Wakulla Springs has up to 9 miles of hiking trails.

===Boat tours===

Starting from 1875, glass-bottom boat tours have been an attraction at Wakulla Springs, though the glass bottom tours do not occur as often as in previous years due to lack of water clarity.

==Conservation==
In late 1998, populations of the Florida applesnail underwent a dramatic decline; the iconic Limpkin bird followed suit and left by the fall of 1999. What was once a thriving and diverse ecosystem in north Florida is transitioning into a "biological desert", says Wakulla Springs conservationist Jim Stevenson. The Wakulla Springs basin stretches about 1,300 miles north of the spring in Florida and into some of south Georgia.
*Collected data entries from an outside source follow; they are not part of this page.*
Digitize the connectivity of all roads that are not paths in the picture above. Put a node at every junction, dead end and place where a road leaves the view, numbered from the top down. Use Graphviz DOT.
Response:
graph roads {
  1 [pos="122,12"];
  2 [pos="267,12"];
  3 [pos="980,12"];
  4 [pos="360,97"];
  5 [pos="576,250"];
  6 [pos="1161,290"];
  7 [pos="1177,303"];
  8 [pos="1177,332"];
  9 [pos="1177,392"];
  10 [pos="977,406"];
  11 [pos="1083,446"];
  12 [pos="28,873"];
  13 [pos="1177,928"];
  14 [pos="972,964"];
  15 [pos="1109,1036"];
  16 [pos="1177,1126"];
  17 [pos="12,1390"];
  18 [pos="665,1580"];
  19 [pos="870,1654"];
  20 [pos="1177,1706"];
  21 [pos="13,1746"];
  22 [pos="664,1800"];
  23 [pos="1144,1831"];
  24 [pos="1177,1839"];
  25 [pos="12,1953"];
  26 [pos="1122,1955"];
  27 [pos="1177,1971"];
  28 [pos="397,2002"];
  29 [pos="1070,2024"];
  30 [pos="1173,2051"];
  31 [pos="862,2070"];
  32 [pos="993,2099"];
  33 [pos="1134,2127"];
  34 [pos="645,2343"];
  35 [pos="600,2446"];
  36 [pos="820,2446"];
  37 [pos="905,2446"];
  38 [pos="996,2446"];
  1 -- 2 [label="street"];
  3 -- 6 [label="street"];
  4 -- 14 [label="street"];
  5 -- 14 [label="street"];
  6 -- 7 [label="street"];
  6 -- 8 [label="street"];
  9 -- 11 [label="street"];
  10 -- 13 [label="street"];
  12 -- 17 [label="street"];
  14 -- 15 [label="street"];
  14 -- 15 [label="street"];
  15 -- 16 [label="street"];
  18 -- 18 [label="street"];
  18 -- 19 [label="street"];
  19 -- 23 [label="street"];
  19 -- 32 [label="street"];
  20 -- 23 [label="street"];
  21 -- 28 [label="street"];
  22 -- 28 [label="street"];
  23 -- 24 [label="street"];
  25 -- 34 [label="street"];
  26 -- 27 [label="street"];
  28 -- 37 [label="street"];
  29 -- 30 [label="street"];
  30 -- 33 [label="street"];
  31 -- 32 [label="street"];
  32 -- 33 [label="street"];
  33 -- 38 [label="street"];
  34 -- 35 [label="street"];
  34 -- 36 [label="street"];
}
The water pollution from storm water runoff, as well as nitrate-rich human water contamination through waste and pollution, seeps into the underground aquifer and trickles down and flows out of the Wakulla spring as water at the end of the pipe.
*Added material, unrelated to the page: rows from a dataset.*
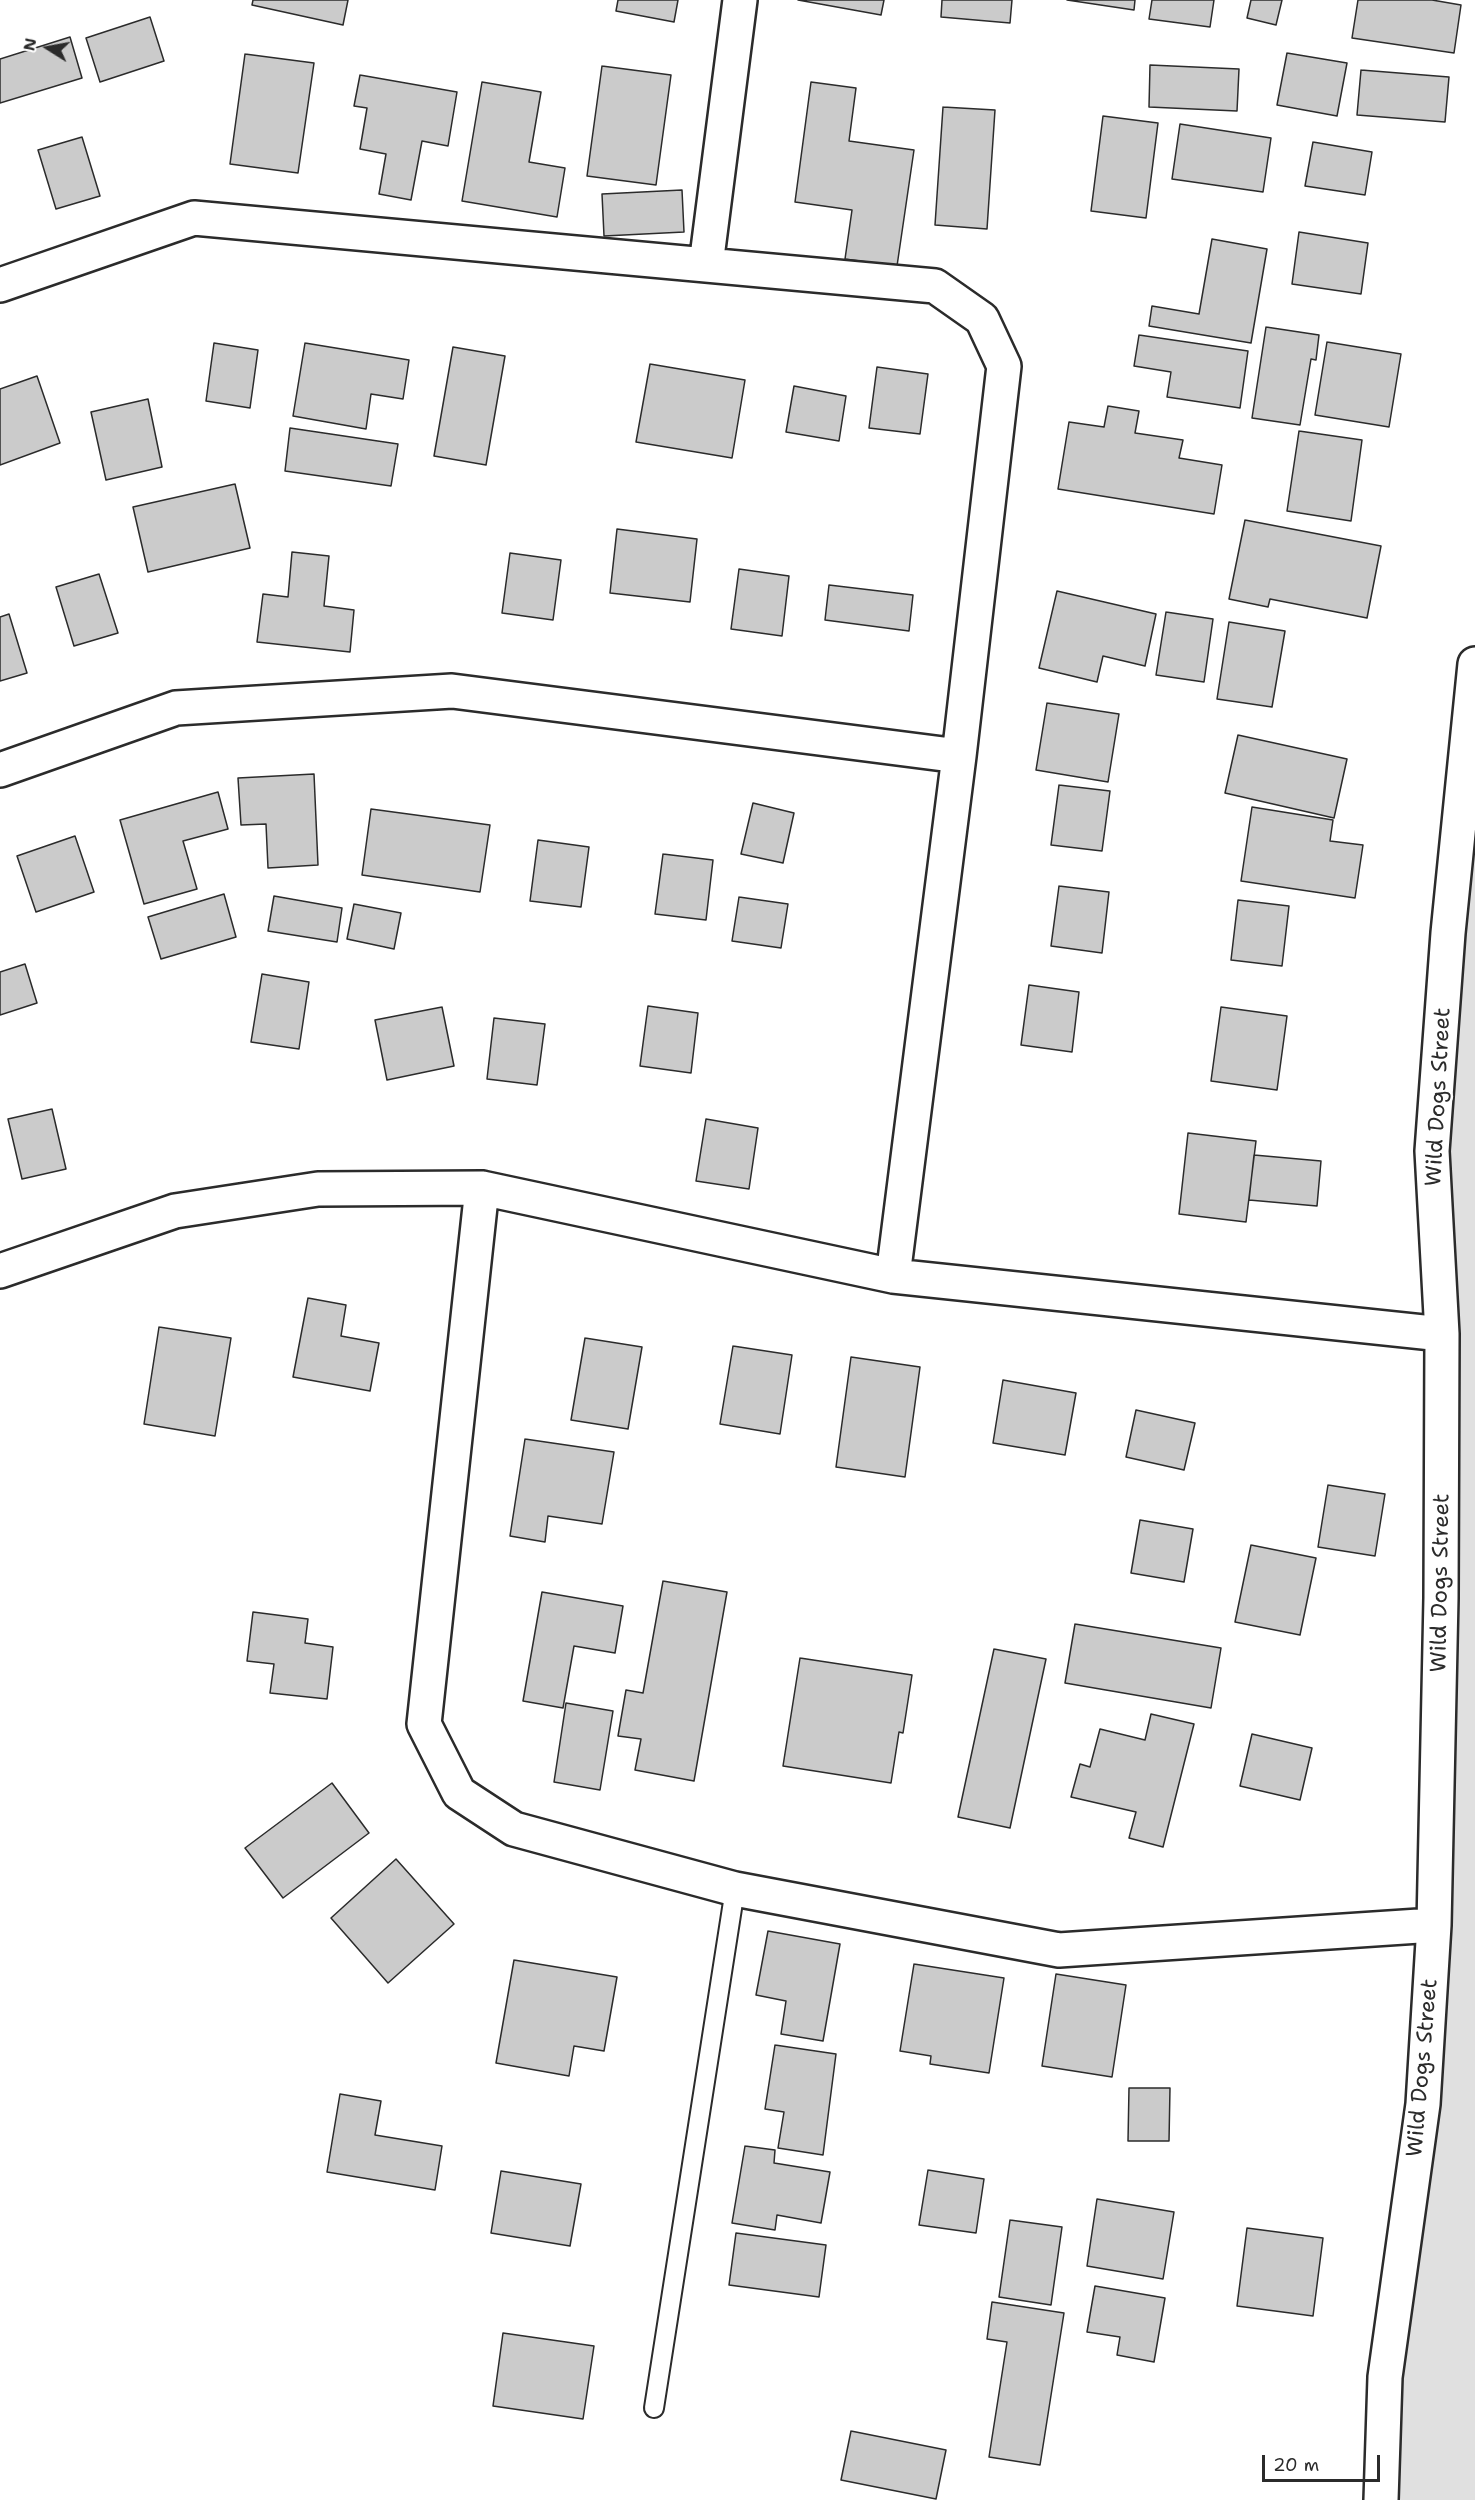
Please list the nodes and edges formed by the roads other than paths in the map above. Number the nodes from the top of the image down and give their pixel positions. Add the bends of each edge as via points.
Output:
1 (740, 0) edge
2 (706, 265) junction
3 (0, 285) edge
4 (1475, 664) edge
5 (959, 756) junction
6 (0, 770) edge
7 (482, 1188) junction
8 (0, 1271) edge
9 (892, 1276) junction
10 (1443, 1334) junction
11 (735, 1889) junction
12 (1434, 1925) junction
13 (654, 2408) dead end
14 (1381, 2500) edge

1 - 2 street
2 - 3 street via 194,218
2 - 5 street via 935,286 982,319 1004,366
4 - 10 street, Wild Dogs Street via 1448,933 1432,1151
5 - 6 street via 452,692 176,708
5 - 9 street
7 - 8 street via 318,1189 175,1211
7 - 9 street
7 - 11 street via 424,1724 459,1793 514,1829
9 - 10 street
10 - 12 street, Wild Dogs Street
11 - 12 street via 1059,1950
11 - 13 lane
12 - 14 street, Wild Dogs Street via 1423,2104 1385,2377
Measures have been taken to lessen the contamination of the spring. The City of Tallahassee has built Cascades Park, a storm water drainage point disguised as a municipal park for citizens. This helps reduce the amount of contaminated water entering the basin. The City of Tallahassee has also increased regulations on their wastewater. Factors that may reduce contamination include lowering pollution, using less harsh fertilizers and better waste solutions other than septic tanks that leak large amounts of nitrates into the soil, and thus the spring.